Esfera Brasil: Qual é a importância de levar o ensino de educação financeira à escola?
Heitor de Araujo Martins: Educação financeira na escola é importante para assegurar que as crianças e jovens aprendam a lidar com o dinheiro de uma forma saudável. Sem a escola, a educação financeira acaba ficando a cargo da família. Porém, hoje, mais de 43% da população brasileira está endividada [Mapa da Inadimplência do Serasa, dezembro de 2023]. A maioria dessas famílias também não teve acesso à educação financeira. É preciso que essas crianças e jovens adquiram esse conhecimento para quebrar o ciclo de endividamento e até mesmo ajudar seus familiares, propagando esse aprendizado.
A partir de qual idade seria considerado adequado levar essas informações a crianças?

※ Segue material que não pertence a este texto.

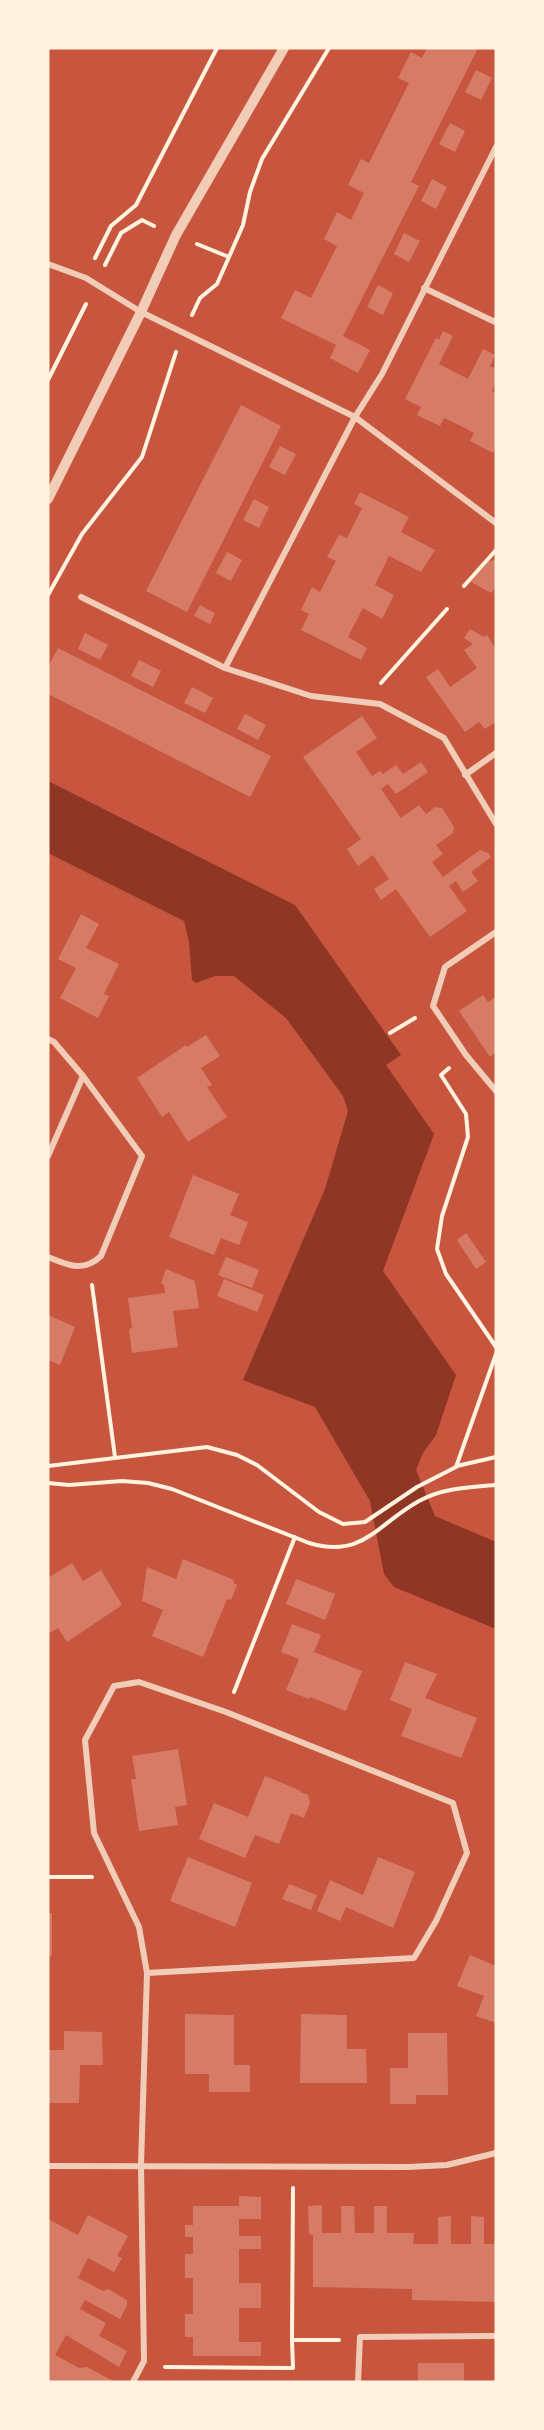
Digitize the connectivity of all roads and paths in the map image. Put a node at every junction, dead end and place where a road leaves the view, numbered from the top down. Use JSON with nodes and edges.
{"nodes":[{"id":1,"x":217,"y":48,"type":"edge"},
{"id":2,"x":284,"y":48,"type":"edge"},
{"id":3,"x":496,"y":147,"type":"edge"},
{"id":4,"x":48,"y":264,"type":"edge"},
{"id":5,"x":86,"y":278,"type":"junction"},
{"id":6,"x":424,"y":288,"type":"junction"},
{"id":7,"x":141,"y":312,"type":"junction"},
{"id":8,"x":496,"y":320,"type":"edge"},
{"id":9,"x":355,"y":417,"type":"junction"},
{"id":10,"x":48,"y":499,"type":"edge"},
{"id":11,"x":496,"y":523,"type":"edge"},
{"id":12,"x":496,"y":550,"type":"edge"},
{"id":13,"x":464,"y":586,"type":"dead end"},
{"id":14,"x":81,"y":597,"type":"dead end"},
{"id":15,"x":447,"y":609,"type":"dead end"},
{"id":16,"x":225,"y":668,"type":"junction"},
{"id":17,"x":372,"y":703,"type":"junction"},
{"id":18,"x":496,"y":753,"type":"edge"},
{"id":19,"x":465,"y":775,"type":"junction"},
{"id":20,"x":496,"y":824,"type":"edge"},
{"id":21,"x":496,"y":932,"type":"edge"},
{"id":22,"x":422,"y":1014,"type":"dead end"},
{"id":23,"x":390,"y":1033,"type":"dead end"},
{"id":24,"x":48,"y":1039,"type":"edge"},
{"id":25,"x":466,"y":1055,"type":"junction"},
{"id":26,"x":83,"y":1076,"type":"junction"},
{"id":27,"x":496,"y":1091,"type":"edge"},
{"id":28,"x":48,"y":1156,"type":"edge"},
{"id":29,"x":48,"y":1257,"type":"edge"},
{"id":30,"x":90,"y":1265,"type":"junction"},
{"id":31,"x":496,"y":1347,"type":"edge"},
{"id":32,"x":496,"y":1354,"type":"edge"},
{"id":33,"x":115,"y":1457,"type":"junction"},
{"id":34,"x":496,"y":1457,"type":"edge"},
{"id":35,"x":48,"y":1466,"type":"edge"},
{"id":36,"x":456,"y":1467,"type":"junction"},
{"id":37,"x":48,"y":1483,"type":"edge"},
{"id":38,"x":496,"y":1485,"type":"edge"},
{"id":39,"x":295,"y":1537,"type":"junction"},
{"id":40,"x":226,"y":1712,"type":"junction"},
{"id":41,"x":48,"y":1877,"type":"edge"},
{"id":42,"x":115,"y":1878,"type":"junction"},
{"id":43,"x":147,"y":1973,"type":"junction"},
{"id":44,"x":496,"y":2153,"type":"edge"},
{"id":45,"x":141,"y":2165,"type":"junction"},
{"id":46,"x":48,"y":2166,"type":"edge"},
{"id":47,"x":293,"y":2166,"type":"junction"},
{"id":48,"x":496,"y":2336,"type":"edge"},
{"id":49,"x":291,"y":2340,"type":"junction"},
{"id":50,"x":359,"y":2340,"type":"junction"},
{"id":51,"x":141,"y":2367,"type":"junction"},
{"id":52,"x":133,"y":2382,"type":"edge"},
{"id":53,"x":358,"y":2382,"type":"edge"}],
"edges":[{"from":1,"to":5,"type":"path"},
{"from":2,"to":7,"type":"street"},
{"from":3,"to":6,"type":"street"},
{"from":4,"to":5,"type":"street"},
{"from":5,"to":7,"type":"street"},
{"from":6,"to":8,"type":"street"},
{"from":6,"to":9,"type":"street"},
{"from":7,"to":9,"type":"street"},
{"from":7,"to":10,"type":"street"},
{"from":9,"to":11,"type":"street"},
{"from":9,"to":16,"type":"street"},
{"from":12,"to":13,"type":"path"},
{"from":14,"to":16,"type":"street"},
{"from":15,"to":17,"type":"path"},
{"from":16,"to":17,"type":"street"},
{"from":17,"to":19,"type":"street"},
{"from":18,"to":19,"type":"street"},
{"from":19,"to":20,"type":"street"},
{"from":21,"to":25,"type":"street"},
{"from":22,"to":23,"type":"path"},
{"from":24,"to":26,"type":"street"},
{"from":25,"to":27,"type":"street"},
{"from":25,"to":31,"type":"path"},
{"from":26,"to":28,"type":"street"},
{"from":26,"to":30,"type":"street"},
{"from":29,"to":30,"type":"street"},
{"from":30,"to":33,"type":"path"},
{"from":32,"to":36,"type":"path"},
{"from":33,"to":35,"type":"path"},
{"from":33,"to":36,"type":"path"},
{"from":34,"to":36,"type":"path"},
{"from":37,"to":39,"type":"path"},
{"from":38,"to":39,"type":"path"},
{"from":39,"to":40,"type":"path"},
{"from":40,"to":42,"type":"street"},
{"from":40,"to":43,"type":"street"},
{"from":41,"to":42,"type":"path"},
{"from":42,"to":43,"type":"street"},
{"from":43,"to":45,"type":"street"},
{"from":44,"to":47,"type":"street"},
{"from":45,"to":46,"type":"street"},
{"from":45,"to":47,"type":"street"},
{"from":45,"to":51,"type":"street"},
{"from":47,"to":49,"type":"path"},
{"from":48,"to":50,"type":"street"},
{"from":49,"to":50,"type":"path"},
{"from":49,"to":51,"type":"path"},
{"from":50,"to":53,"type":"street"},
{"from":51,"to":52,"type":"street"}]}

A educação financeira pode começar bem cedo, a partir de três ou quatro anos. O importante é manter a complexidade e a profundidade dos temas adequados para a faixa etária. Com três anos, por exemplo, a criança já pode aprender que precisamos de dinheiro para comprar coisas, ou que as notas e cartões são os meios para isso. À medida que essa criança cresce, podemos introduzir aos poucos conceitos de orçamento, poupança e também o comportamento financeiro, por exemplo, ensinando a diferença entre desejo e necessidade.
Há experiências dessa natureza em outros países que podem servir como exemplo?
Sim, muitos países têm iniciativas institucionais para a educação financeira. Em 2008, a OCDE [Organização para a Cooperação e Desenvolvimento] criou a Rede Internacional de Educação Financeira, com o intuito de compartilhar experiências e boas práticas entre os países, além de definir, implementar e avaliar padrões, coletar dados, desenvolver pesquisas, realizar eventos, entre outras ações.
Como abordar questões profundas, como consumo compulsivo e endividamento, com crianças?
No contexto da educação financeira, a adaptação dos temas para cada faixa etária é fundamental. Para falar com crianças, temos que simplificar o vocabulário, evitar os jargões técnicos e aumentar a complexidade e a profundidade dos temas de acordo com a idade. No Gênio das Finanças [solução da ArcoPlus para educação financeira nas escolas], por exemplo, o consumismo aparece em vários momentos, sempre com uma abordagem diferente: no 1º ano, apresentamos uma história em quadrinhos na qual o personagem infantil vê a propaganda de um brinquedo e pede de presente para os pais, que conversam com ele sobre a diferença entre querer e precisar; no 6º ano, falamos do impacto ambiental do uso excessivo de itens como copos de plástico e aparelhos eletrônicos, presentes no cotidiano da turma; no 8º ano, já abordamos os vieses cognitivos que nos levam ao consumo, como o efeito manada, ao qual os adolescentes são bastante suscetíveis. Dessa forma, o estudante consegue se identificar com os temas, o que aumenta o engajamento nas atividades e a compreensão do tema.
Quais são os principais aliados nesse caminho de levar esse tipo de conhecimento aos alunos? A utilização de novas tecnologias é recomendável?
Com certeza a utilização de tecnologias é recomendável, mas está longe de ser o único caminho. A família deve ser mobilizada para que a criança tenha acesso à rotina financeira da casa, sempre respeitando a faixa etária. Com 11 ou 12 anos, por exemplo, ela já pode conhecer as contas de consumo e entender as prioridades e a situação financeira da família.
No contexto escolar, o desenvolvimento de projetos que envolvam a gestão de recursos, como feiras do empreendedorismo ou a criação e venda de produtos, é bem interessante. Em relação às tecnologias, é possível mobilizar aplicativos e softwares de fácil acesso para o controle das finanças, como as planilhas, cuja utilização está prevista inclusive na BNCC [Base Nacional Comum Curricular]. Também é desejável usar recursos didáticos que tenham apelo com esse público, como as narrativas, jogos e desenhos. O mais importante aqui não é a ferramenta utilizada, mas sim a intencionalidade pedagógica por trás dessa escolha.